* **Saved data entries**:
+-------+

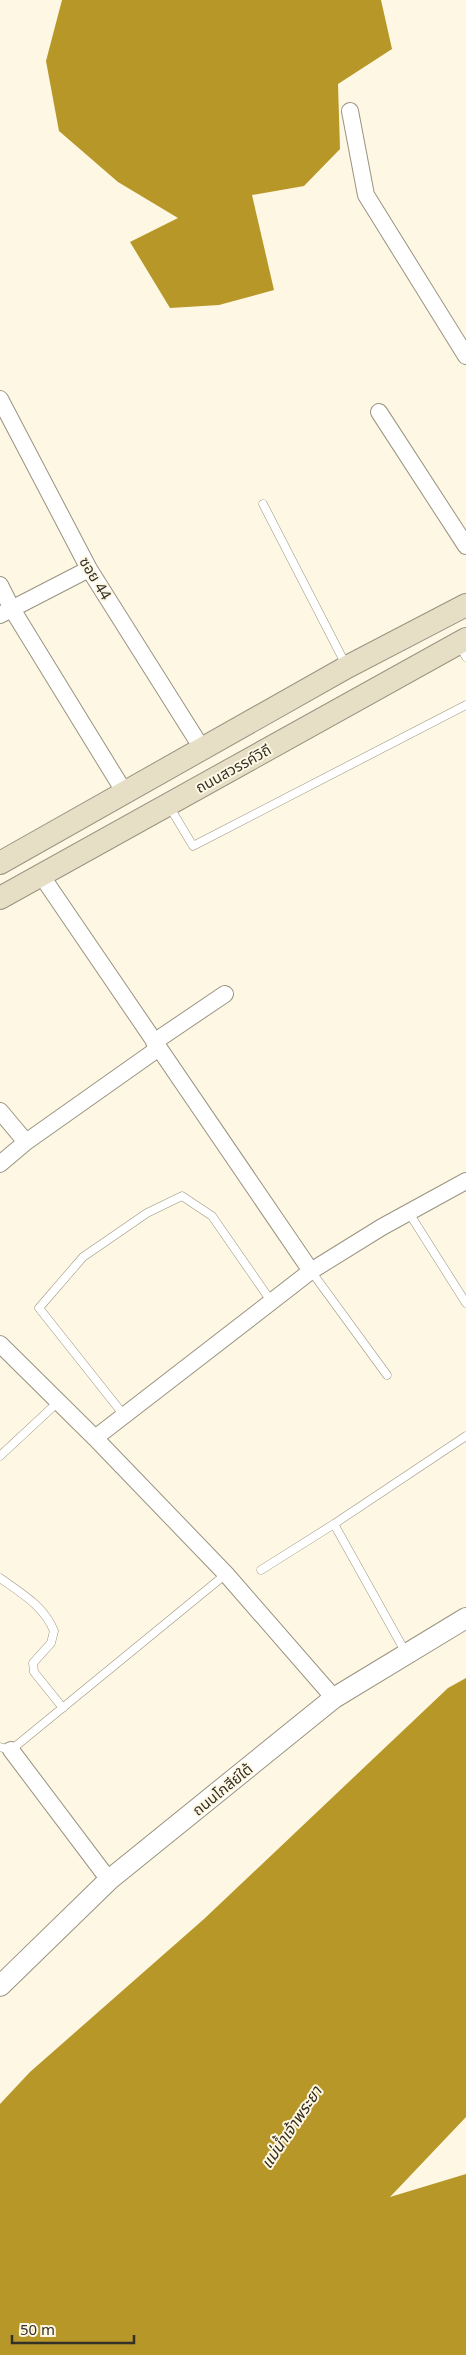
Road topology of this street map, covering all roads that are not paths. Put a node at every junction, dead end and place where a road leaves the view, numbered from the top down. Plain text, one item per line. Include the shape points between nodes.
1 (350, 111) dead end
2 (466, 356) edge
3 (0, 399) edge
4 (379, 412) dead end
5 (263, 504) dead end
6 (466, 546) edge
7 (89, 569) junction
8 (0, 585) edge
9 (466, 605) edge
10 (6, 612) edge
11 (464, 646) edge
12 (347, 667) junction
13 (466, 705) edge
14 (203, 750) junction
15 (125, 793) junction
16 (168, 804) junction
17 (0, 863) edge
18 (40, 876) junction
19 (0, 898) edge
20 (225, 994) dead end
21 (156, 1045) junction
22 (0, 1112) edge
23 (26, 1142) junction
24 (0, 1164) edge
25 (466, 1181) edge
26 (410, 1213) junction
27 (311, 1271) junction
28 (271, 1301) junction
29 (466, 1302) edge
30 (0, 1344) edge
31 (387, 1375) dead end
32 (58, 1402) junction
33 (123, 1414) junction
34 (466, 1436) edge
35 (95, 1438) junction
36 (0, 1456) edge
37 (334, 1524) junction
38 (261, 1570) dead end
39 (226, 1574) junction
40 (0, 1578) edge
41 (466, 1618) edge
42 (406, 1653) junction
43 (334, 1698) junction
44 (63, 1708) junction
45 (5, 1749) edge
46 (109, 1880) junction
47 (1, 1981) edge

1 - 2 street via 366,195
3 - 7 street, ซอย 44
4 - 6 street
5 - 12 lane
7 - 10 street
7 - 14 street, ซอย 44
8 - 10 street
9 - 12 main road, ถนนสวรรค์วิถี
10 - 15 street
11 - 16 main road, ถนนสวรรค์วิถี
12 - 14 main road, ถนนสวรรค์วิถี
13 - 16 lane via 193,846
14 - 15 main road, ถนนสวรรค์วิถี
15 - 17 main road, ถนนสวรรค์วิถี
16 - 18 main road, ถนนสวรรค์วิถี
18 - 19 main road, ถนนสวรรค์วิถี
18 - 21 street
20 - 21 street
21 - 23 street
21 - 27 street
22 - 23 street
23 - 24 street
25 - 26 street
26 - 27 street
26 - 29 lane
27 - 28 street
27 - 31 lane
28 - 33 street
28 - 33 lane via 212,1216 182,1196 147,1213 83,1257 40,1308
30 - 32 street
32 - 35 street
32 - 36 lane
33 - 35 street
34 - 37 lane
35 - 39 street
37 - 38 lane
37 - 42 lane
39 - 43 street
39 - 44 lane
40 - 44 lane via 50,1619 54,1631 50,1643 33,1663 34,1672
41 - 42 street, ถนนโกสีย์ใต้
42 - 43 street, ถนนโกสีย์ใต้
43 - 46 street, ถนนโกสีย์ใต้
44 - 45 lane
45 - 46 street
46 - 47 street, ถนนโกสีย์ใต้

+-------+

* **EXERCISE AIM**: Exact duplicates of all the entries are required, and no image may appear in them.

* **RESULT OF THIS TASK**:
Road topology of this street map, covering all roads that are not paths. Put a node at every junction, dead end and place where a road leaves the view, numbered from the top down. Plain text, one item per line. Include the shape points between nodes.
1 (350, 111) dead end
2 (466, 356) edge
3 (0, 399) edge
4 (379, 412) dead end
5 (263, 504) dead end
6 (466, 546) edge
7 (89, 569) junction
8 (0, 585) edge
9 (466, 605) edge
10 (6, 612) edge
11 (464, 646) edge
12 (347, 667) junction
13 (466, 705) edge
14 (203, 750) junction
15 (125, 793) junction
16 (168, 804) junction
17 (0, 863) edge
18 (40, 876) junction
19 (0, 898) edge
20 (225, 994) dead end
21 (156, 1045) junction
22 (0, 1112) edge
23 (26, 1142) junction
24 (0, 1164) edge
25 (466, 1181) edge
26 (410, 1213) junction
27 (311, 1271) junction
28 (271, 1301) junction
29 (466, 1302) edge
30 (0, 1344) edge
31 (387, 1375) dead end
32 (58, 1402) junction
33 (123, 1414) junction
34 (466, 1436) edge
35 (95, 1438) junction
36 (0, 1456) edge
37 (334, 1524) junction
38 (261, 1570) dead end
39 (226, 1574) junction
40 (0, 1578) edge
41 (466, 1618) edge
42 (406, 1653) junction
43 (334, 1698) junction
44 (63, 1708) junction
45 (5, 1749) edge
46 (109, 1880) junction
47 (1, 1981) edge

1 - 2 street via 366,195
3 - 7 street, ซอย 44
4 - 6 street
5 - 12 lane
7 - 10 street
7 - 14 street, ซอย 44
8 - 10 street
9 - 12 main road, ถนนสวรรค์วิถี
10 - 15 street
11 - 16 main road, ถนนสวรรค์วิถี
12 - 14 main road, ถนนสวรรค์วิถี
13 - 16 lane via 193,846
14 - 15 main road, ถนนสวรรค์วิถี
15 - 17 main road, ถนนสวรรค์วิถี
16 - 18 main road, ถนนสวรรค์วิถี
18 - 19 main road, ถนนสวรรค์วิถี
18 - 21 street
20 - 21 street
21 - 23 street
21 - 27 street
22 - 23 street
23 - 24 street
25 - 26 street
26 - 27 street
26 - 29 lane
27 - 28 street
27 - 31 lane
28 - 33 street
28 - 33 lane via 212,1216 182,1196 147,1213 83,1257 40,1308
30 - 32 street
32 - 35 street
32 - 36 lane
33 - 35 street
34 - 37 lane
35 - 39 street
37 - 38 lane
37 - 42 lane
39 - 43 street
39 - 44 lane
40 - 44 lane via 50,1619 54,1631 50,1643 33,1663 34,1672
41 - 42 street, ถนนโกสีย์ใต้
42 - 43 street, ถนนโกสีย์ใต้
43 - 46 street, ถนนโกสีย์ใต้
44 - 45 lane
45 - 46 street
46 - 47 street, ถนนโกสีย์ใต้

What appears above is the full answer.